▶ _TASK OBJECTIVE_:
In the data below, find every line with the word "name" and copy it.

▶ _RECORDS FOR THIS TASK_:
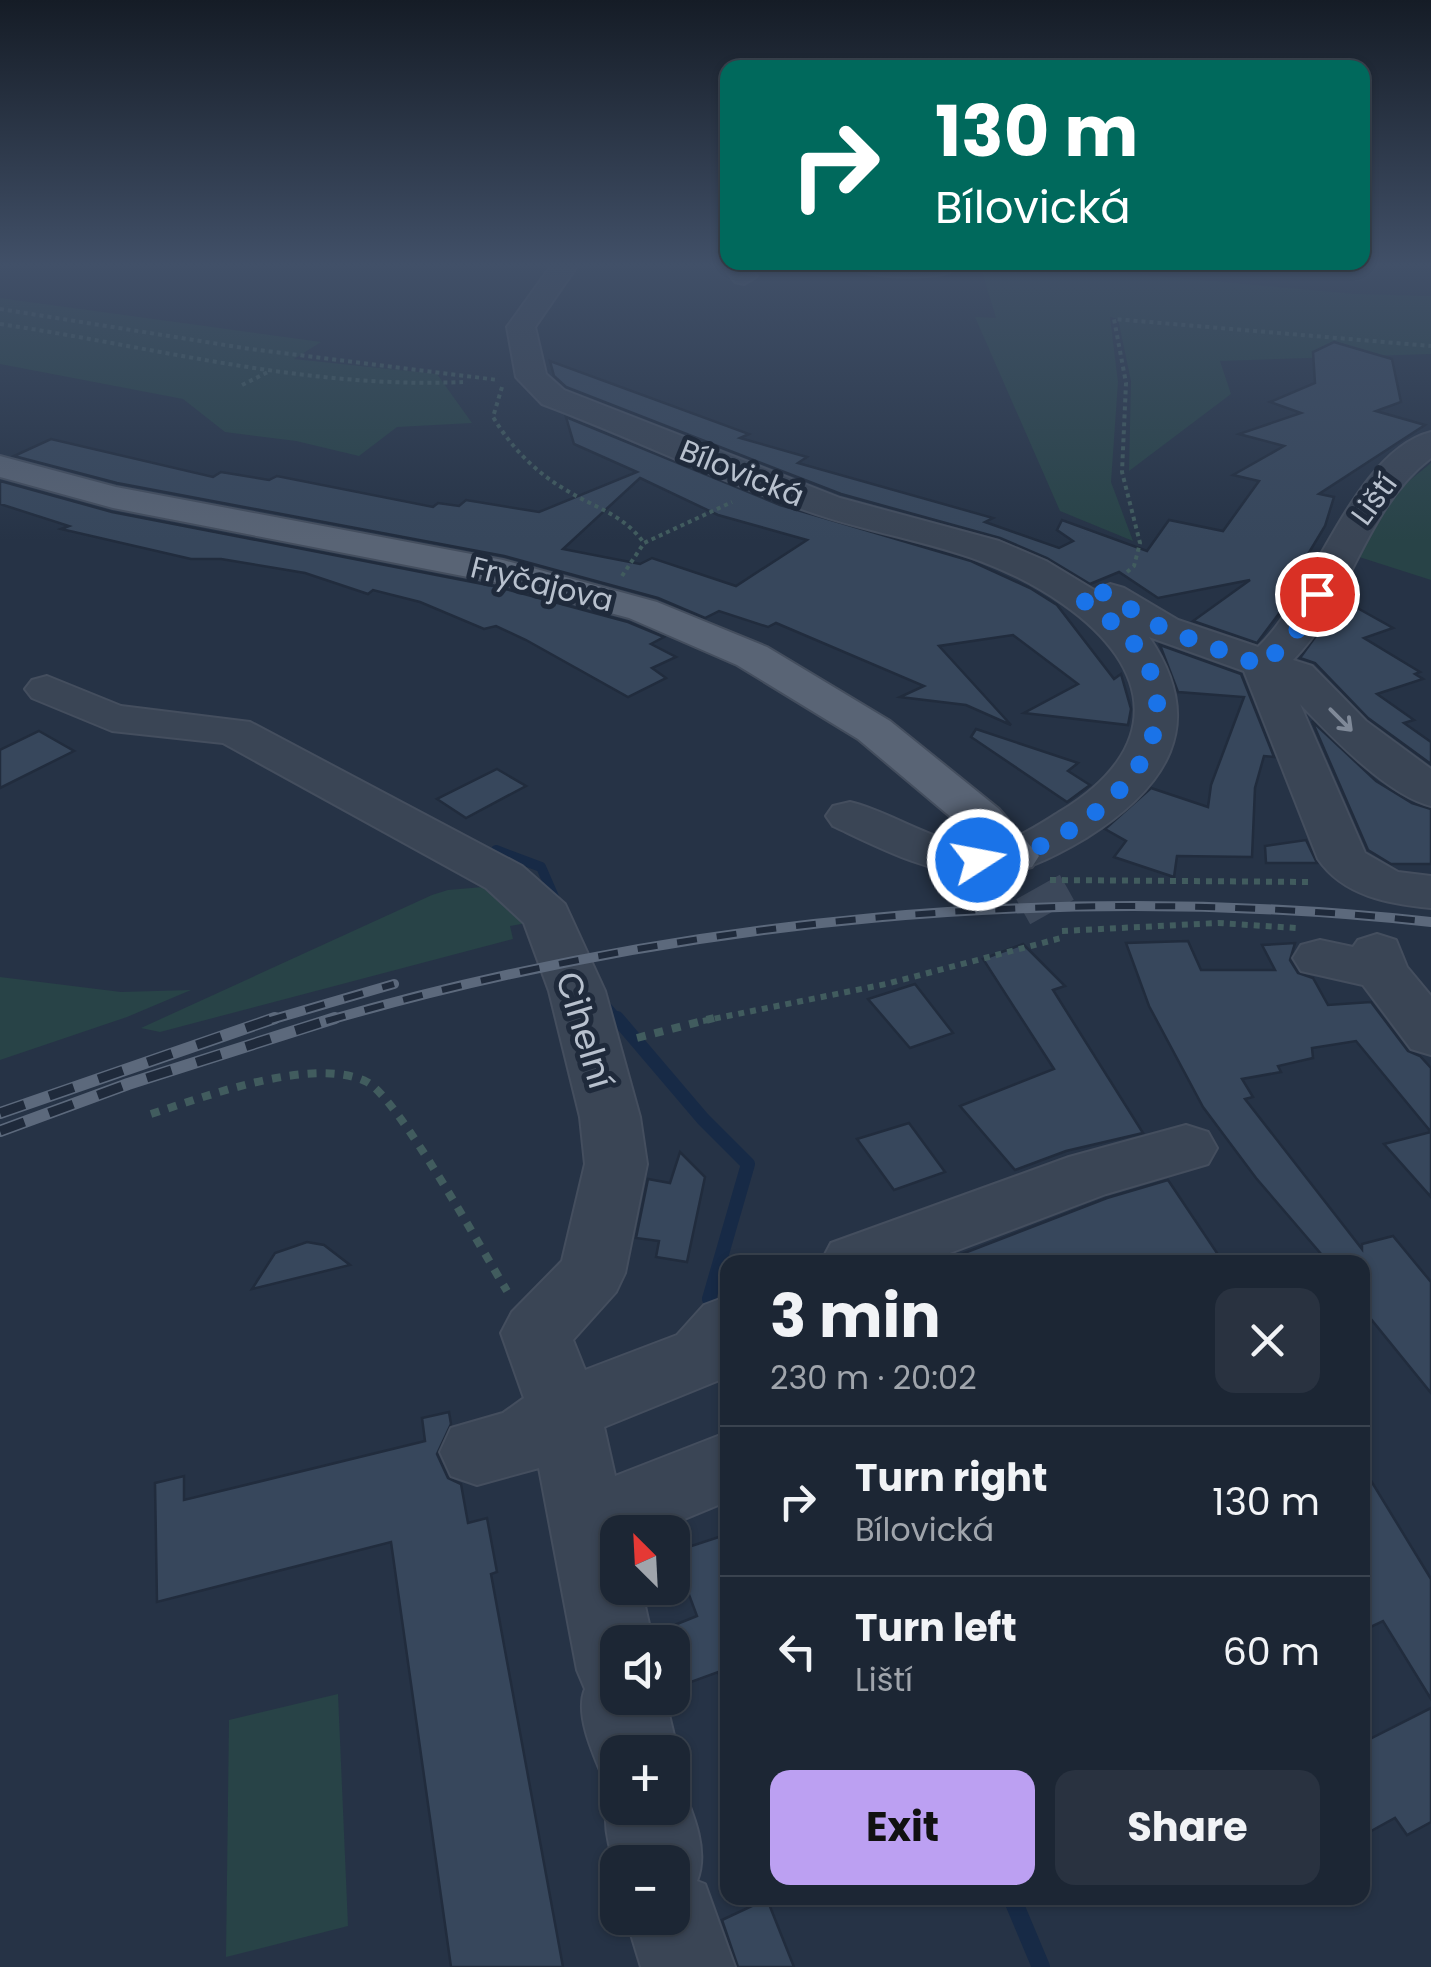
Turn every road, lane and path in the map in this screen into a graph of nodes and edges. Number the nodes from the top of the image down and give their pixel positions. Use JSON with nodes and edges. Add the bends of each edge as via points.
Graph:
{"nodes":[{"id":1,"x":199,"y":358,"type":"edge"},
{"id":2,"x":311,"y":358,"type":"edge"},
{"id":3,"x":527,"y":358,"type":"edge"},
{"id":4,"x":1121,"y":358,"type":"edge"},
{"id":5,"x":271,"y":370,"type":"junction"},
{"id":6,"x":469,"y":382,"type":"junction"},
{"id":7,"x":242,"y":384,"type":"dead end"},
{"id":8,"x":1431,"y":442,"type":"edge"},
{"id":9,"x":0,"y":466,"type":"edge"},
{"id":10,"x":770,"y":484,"type":"junction"},
{"id":11,"x":1090,"y":594,"type":"junction"},
{"id":12,"x":1263,"y":666,"type":"junction"},
{"id":13,"x":47,"y":689,"type":"dead end"},
{"id":14,"x":1431,"y":792,"type":"edge"},
{"id":15,"x":850,"y":816,"type":"dead end"},
{"id":16,"x":1029,"y":875,"type":"junction"},
{"id":17,"x":1373,"y":880,"type":"junction"},
{"id":18,"x":1431,"y":892,"type":"edge"},
{"id":19,"x":1320,"y":958,"type":"dead end"},
{"id":20,"x":1379,"y":962,"type":"junction"},
{"id":21,"x":1431,"y":1035,"type":"edge"},
{"id":22,"x":644,"y":1036,"type":"dead end"},
{"id":23,"x":151,"y":1114,"type":"dead end"},
{"id":24,"x":1186,"y":1148,"type":"dead end"},
{"id":25,"x":873,"y":1255,"type":"edge"},
{"id":26,"x":536,"y":1334,"type":"junction"},
{"id":27,"x":720,"y":1335,"type":"edge"},
{"id":28,"x":564,"y":1410,"type":"junction"},
{"id":29,"x":477,"y":1452,"type":"dead end"},
{"id":30,"x":720,"y":1469,"type":"edge"},
{"id":31,"x":586,"y":1524,"type":"junction"},
{"id":32,"x":608,"y":1625,"type":"edge"},
{"id":33,"x":678,"y":1935,"type":"edge"},
{"id":34,"x":688,"y":1967,"type":"edge"}],
"edges":[{"from":1,"to":5,"type":"path"},
{"from":2,"to":6,"type":"path"},
{"from":3,"to":10,"type":"street","name":"Bílovická","via":[[531,377],[553,397]]},
{"from":4,"to":11,"type":"path","via":[[1122,472],[1140,542],[1134,566]]},
{"from":5,"to":6,"type":"path","via":[[407,385]]},
{"from":5,"to":7,"type":"path"},
{"from":6,"to":10,"type":"path","via":[[504,380],[493,417],[510,448],[576,496],[627,518],[644,543]]},
{"from":8,"to":12,"type":"street","name":"Liští","via":[[1390,473],[1298,629]]},
{"from":9,"to":16,"type":"main road","name":"Fryčajova","via":[[113,498],[503,572],[643,610],[752,656],[874,730],[982,819]]},
{"from":10,"to":11,"type":"street","name":"Bílovická","via":[[830,508],[990,549]]},
{"from":11,"to":12,"type":"street","name":"Bílovická"},
{"from":11,"to":16,"type":"street","name":"Bílovická","via":[[1144,657],[1157,690],[1150,750],[1133,778]]},
{"from":12,"to":14,"type":"street","name":"Bílovická","one_way":true,"via":[[1297,675],[1350,730]]},
{"from":12,"to":17,"type":"street","via":[[1343,858]]},
{"from":13,"to":26,"type":"street","name":"Cihelní","via":[[112,718],[234,731],[504,877],[548,916],[577,991],[616,1164],[592,1274]]},
{"from":15,"to":16,"type":"street","via":[[922,849]]},
{"from":16,"to":17,"type":"path"},
{"from":17,"to":18,"type":"street"},
{"from":19,"to":20,"type":"street"},
{"from":20,"to":21,"type":"street"},
{"from":20,"to":22,"type":"path","via":[[1372,937],[1308,928],[1095,926],[885,984]]},
{"from":23,"to":26,"type":"path","via":[[246,1083],[364,1080],[405,1127]]},
{"from":24,"to":25,"type":"street","via":[[1091,1174]]},
{"from":26,"to":28,"type":"street"},
{"from":27,"to":28,"type":"street","via":[[702,1356]]},
{"from":28,"to":29,"type":"street","via":[[522,1442]]},
{"from":28,"to":31,"type":"street"},
{"from":30,"to":31,"type":"street"},
{"from":31,"to":32,"type":"street"},
{"from":33,"to":34,"type":"street"}]}
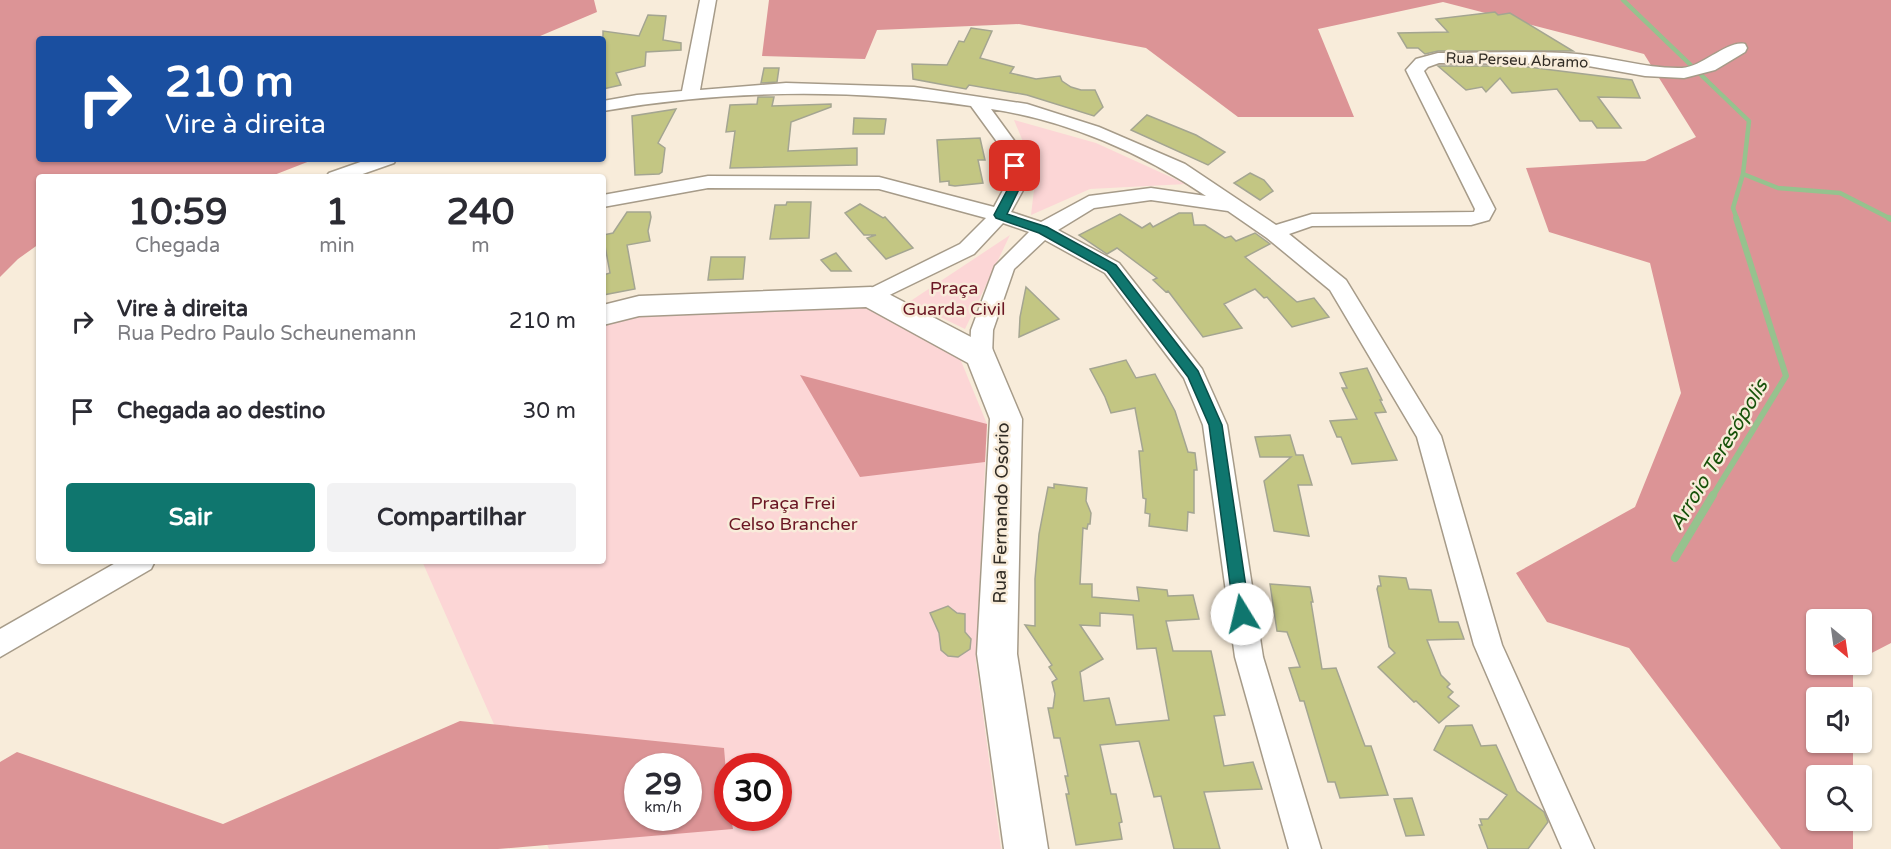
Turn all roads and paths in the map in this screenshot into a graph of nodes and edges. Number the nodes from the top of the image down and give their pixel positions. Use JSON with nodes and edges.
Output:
{"nodes":[{"id":1,"x":708,"y":0,"type":"edge"},
{"id":2,"x":1739,"y":48,"type":"dead end"},
{"id":3,"x":690,"y":96,"type":"junction"},
{"id":4,"x":978,"y":103,"type":"junction"},
{"id":5,"x":606,"y":105,"type":"edge"},
{"id":6,"x":378,"y":162,"type":"edge"},
{"id":7,"x":344,"y":174,"type":"edge"},
{"id":8,"x":606,"y":200,"type":"edge"},
{"id":9,"x":1233,"y":206,"type":"junction"},
{"id":10,"x":1000,"y":215,"type":"junction"},
{"id":11,"x":1043,"y":230,"type":"junction"},
{"id":12,"x":1274,"y":233,"type":"junction"},
{"id":13,"x":871,"y":297,"type":"junction"},
{"id":14,"x":606,"y":314,"type":"edge"},
{"id":15,"x":981,"y":356,"type":"junction"},
{"id":16,"x":137,"y":564,"type":"edge"},
{"id":17,"x":0,"y":644,"type":"edge"},
{"id":18,"x":1026,"y":849,"type":"edge"},
{"id":19,"x":1305,"y":849,"type":"edge"},
{"id":20,"x":1578,"y":849,"type":"edge"}],
"edges":[{"from":1,"to":3,"type":"street"},
{"from":2,"to":12,"type":"street","name":"Rua Perseu Abramo"},
{"from":3,"to":4,"type":"street"},
{"from":3,"to":5,"type":"street"},
{"from":4,"to":9,"type":"street"},
{"from":4,"to":10,"type":"street"},
{"from":6,"to":7,"type":"street"},
{"from":8,"to":10,"type":"street"},
{"from":9,"to":11,"type":"street"},
{"from":9,"to":12,"type":"street"},
{"from":10,"to":11,"type":"street"},
{"from":10,"to":13,"type":"street"},
{"from":11,"to":15,"type":"street"},
{"from":11,"to":19,"type":"street"},
{"from":12,"to":20,"type":"street"},
{"from":13,"to":14,"type":"street"},
{"from":13,"to":15,"type":"street"},
{"from":15,"to":18,"type":"street","name":"Rua Fernando Osório"},
{"from":16,"to":17,"type":"street"}]}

▶ _YOUR SOLUTION_:
{"from":3,"to":10,"type":"street","name":"Bílovická","via":[[531,377],[553,397]]},
{"from":8,"to":12,"type":"street","name":"Liští","via":[[1390,473],[1298,629]]},
{"from":9,"to":16,"type":"main road","name":"Fryčajova","via":[[113,498],[503,572],[643,610],[752,656],[874,730],[982,819]]},
{"from":10,"to":11,"type":"street","name":"Bílovická","via":[[830,508],[990,549]]},
{"from":11,"to":12,"type":"street","name":"Bílovická"},
{"from":11,"to":16,"type":"street","name":"Bílovická","via":[[1144,657],[1157,690],[1150,750],[1133,778]]},
{"from":12,"to":14,"type":"street","name":"Bílovická","one_way":true,"via":[[1297,675],[1350,730]]},
{"from":13,"to":26,"type":"street","name":"Cihelní","via":[[112,718],[234,731],[504,877],[548,916],[577,991],[616,1164],[592,1274]]},
{"from":2,"to":12,"type":"street","name":"Rua Perseu Abramo"},
{"from":15,"to":18,"type":"street","name":"Rua Fernando Osório"},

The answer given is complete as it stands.